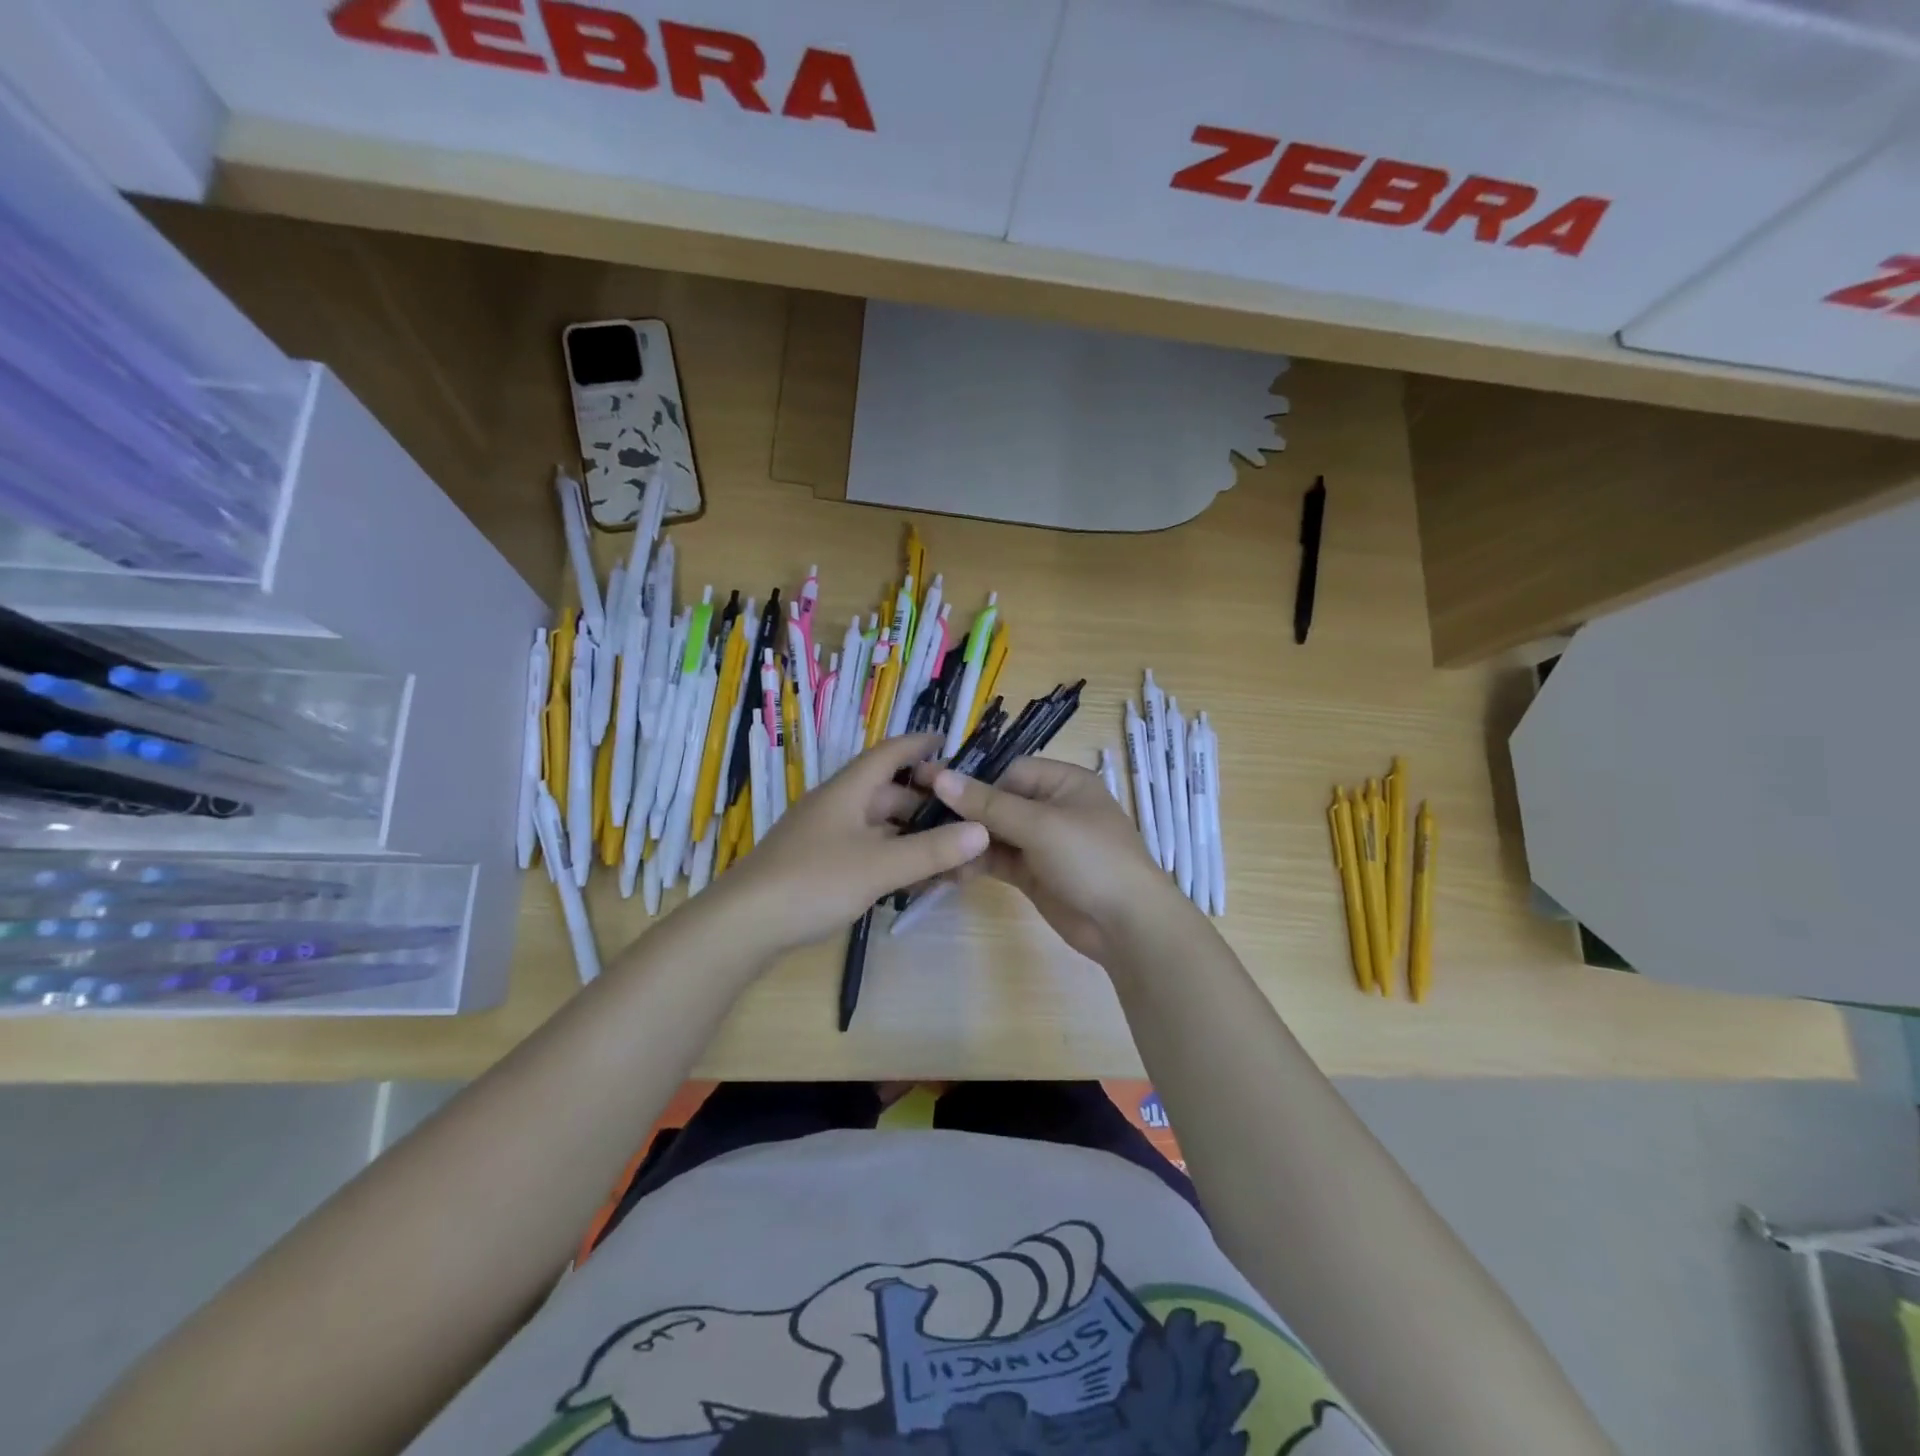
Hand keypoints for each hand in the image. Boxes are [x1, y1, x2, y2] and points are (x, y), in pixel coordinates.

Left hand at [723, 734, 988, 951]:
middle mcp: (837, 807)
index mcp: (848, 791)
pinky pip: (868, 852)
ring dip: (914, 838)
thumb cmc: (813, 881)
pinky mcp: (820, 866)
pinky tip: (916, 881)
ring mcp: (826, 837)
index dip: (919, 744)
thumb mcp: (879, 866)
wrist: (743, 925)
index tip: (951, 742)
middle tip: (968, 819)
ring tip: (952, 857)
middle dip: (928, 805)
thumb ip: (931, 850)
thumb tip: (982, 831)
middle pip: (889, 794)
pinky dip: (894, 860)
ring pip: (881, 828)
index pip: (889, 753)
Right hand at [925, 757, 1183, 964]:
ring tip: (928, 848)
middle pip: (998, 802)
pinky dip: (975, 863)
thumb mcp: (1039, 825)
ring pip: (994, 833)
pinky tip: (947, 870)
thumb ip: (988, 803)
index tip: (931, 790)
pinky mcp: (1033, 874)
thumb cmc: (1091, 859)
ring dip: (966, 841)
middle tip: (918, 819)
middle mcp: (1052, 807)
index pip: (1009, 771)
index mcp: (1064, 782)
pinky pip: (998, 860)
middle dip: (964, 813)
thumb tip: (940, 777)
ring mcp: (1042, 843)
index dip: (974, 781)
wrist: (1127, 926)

● ● ● ● ● ● ●

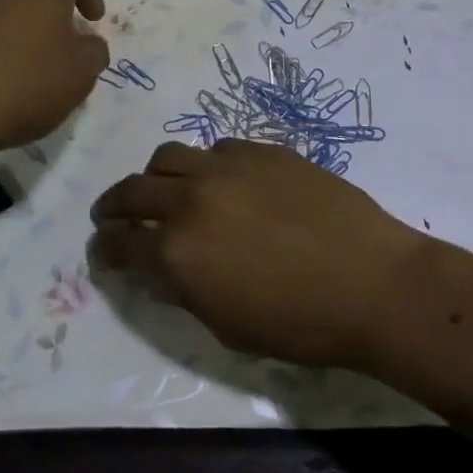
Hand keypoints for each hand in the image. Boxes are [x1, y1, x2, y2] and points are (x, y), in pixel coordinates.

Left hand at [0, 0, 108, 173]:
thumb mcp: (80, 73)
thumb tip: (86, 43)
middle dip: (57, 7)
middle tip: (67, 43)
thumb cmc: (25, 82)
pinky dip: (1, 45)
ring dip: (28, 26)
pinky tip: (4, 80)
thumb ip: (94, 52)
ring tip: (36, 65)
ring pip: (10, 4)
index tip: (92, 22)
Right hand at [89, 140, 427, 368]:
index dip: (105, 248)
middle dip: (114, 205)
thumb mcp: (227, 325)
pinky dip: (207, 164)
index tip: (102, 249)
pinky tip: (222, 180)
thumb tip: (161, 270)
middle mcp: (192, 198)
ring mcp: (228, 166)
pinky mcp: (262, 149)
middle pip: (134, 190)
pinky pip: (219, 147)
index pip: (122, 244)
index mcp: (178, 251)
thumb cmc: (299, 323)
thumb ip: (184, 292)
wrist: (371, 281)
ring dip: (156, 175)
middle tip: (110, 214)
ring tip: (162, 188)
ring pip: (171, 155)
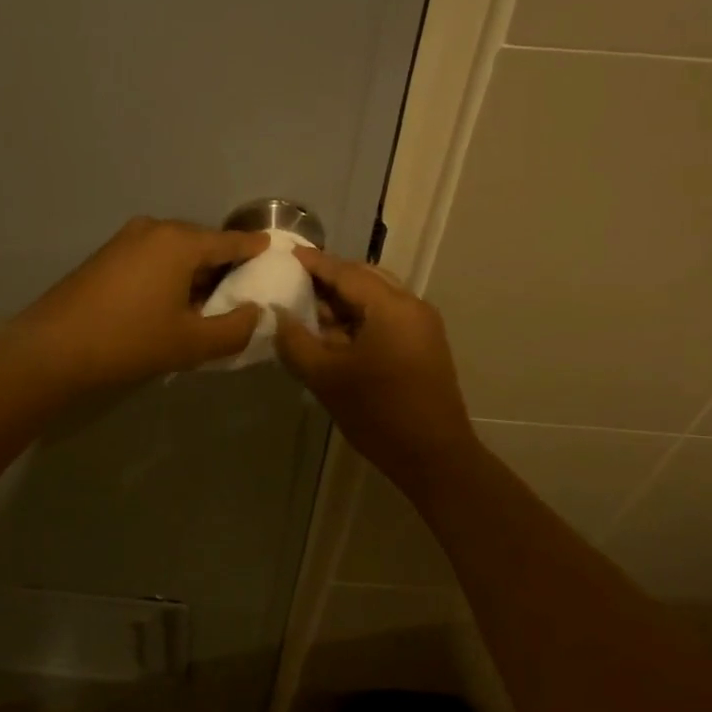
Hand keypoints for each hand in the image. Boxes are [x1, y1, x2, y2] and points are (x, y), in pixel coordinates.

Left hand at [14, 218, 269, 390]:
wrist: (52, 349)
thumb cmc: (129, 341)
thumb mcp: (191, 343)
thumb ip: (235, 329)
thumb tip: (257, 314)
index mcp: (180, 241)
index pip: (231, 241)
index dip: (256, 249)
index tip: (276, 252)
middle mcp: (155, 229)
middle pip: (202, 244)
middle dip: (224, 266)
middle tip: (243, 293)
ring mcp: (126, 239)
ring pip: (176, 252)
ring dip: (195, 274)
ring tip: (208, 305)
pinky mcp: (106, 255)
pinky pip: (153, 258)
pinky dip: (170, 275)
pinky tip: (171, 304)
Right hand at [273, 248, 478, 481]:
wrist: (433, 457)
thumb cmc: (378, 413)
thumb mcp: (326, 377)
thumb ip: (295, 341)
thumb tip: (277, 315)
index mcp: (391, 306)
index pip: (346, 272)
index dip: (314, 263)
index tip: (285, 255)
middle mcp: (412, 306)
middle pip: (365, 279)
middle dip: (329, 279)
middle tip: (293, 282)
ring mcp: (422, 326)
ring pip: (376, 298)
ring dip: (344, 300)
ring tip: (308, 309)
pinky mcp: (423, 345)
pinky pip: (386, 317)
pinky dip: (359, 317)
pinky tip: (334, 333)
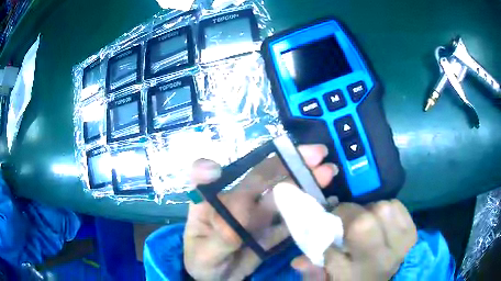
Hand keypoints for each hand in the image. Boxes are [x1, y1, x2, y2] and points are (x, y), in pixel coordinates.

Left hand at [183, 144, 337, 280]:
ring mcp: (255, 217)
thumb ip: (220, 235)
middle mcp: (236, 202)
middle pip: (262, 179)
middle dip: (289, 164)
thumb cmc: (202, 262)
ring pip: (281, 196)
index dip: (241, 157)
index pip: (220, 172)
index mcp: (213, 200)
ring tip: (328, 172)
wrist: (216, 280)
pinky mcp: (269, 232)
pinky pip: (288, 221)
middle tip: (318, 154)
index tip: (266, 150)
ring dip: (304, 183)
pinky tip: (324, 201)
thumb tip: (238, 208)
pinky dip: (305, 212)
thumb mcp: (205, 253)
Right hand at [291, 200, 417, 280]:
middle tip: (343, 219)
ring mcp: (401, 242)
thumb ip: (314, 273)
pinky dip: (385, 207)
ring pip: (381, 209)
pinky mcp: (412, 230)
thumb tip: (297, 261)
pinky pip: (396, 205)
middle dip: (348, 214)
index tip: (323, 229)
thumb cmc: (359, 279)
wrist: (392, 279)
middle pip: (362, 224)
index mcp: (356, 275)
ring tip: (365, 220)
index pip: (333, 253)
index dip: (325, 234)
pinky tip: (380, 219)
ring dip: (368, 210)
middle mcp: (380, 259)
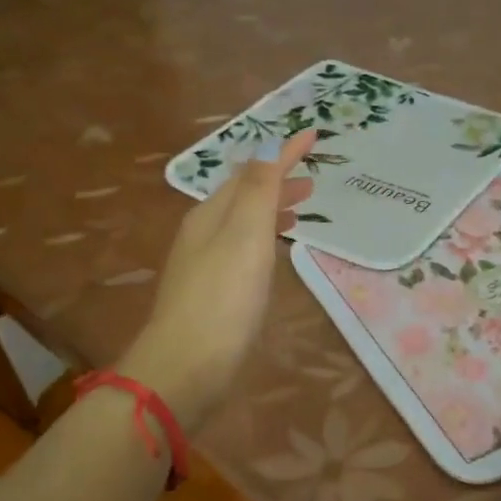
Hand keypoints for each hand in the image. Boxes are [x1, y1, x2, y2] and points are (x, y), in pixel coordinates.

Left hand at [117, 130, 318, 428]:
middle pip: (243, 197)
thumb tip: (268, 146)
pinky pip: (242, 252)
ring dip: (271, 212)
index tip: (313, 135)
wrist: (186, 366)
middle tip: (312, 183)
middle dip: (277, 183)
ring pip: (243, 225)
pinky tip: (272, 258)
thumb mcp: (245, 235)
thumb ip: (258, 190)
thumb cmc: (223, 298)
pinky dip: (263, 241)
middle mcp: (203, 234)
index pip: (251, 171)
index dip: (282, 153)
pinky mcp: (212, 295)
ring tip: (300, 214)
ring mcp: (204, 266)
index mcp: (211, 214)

● ● ● ● ● ● ●

> [Exercise details]:
Everything in the material above from the line that has "ring pip: (281, 196)" through the line that has "index mcp: (356, 275)" must be duplicated exactly, with no other lines given.

> [Solution to the problem]:
ring pip: (281, 196)
index dip: (241, 157)
index pip: (220, 172)
index mcp: (213, 200)
ring tip: (328, 172)
wrist: (216, 280)
pinky mcp: (269, 232)
pinky pip: (288, 221)
middle tip: (318, 154)
index tip: (266, 150)
ring dip: (304, 183)
pinky tip: (324, 201)
thumb tip: (238, 208)
pinky dip: (305, 212)
thumb mcp: (205, 253)
Right hand at [291, 200, 417, 280]:
middle tip: (343, 219)
ring mcp: (401, 242)
thumb ip: (314, 273)
pinky dip: (385, 207)
ring pip: (381, 209)
pinky mcp: (412, 230)
thumb tip: (297, 261)
pinky pip: (396, 205)
middle dip: (348, 214)
index tip: (323, 229)
thumb cmc: (359, 279)
wrist: (392, 279)
middle pip: (362, 224)
index mcp: (356, 275)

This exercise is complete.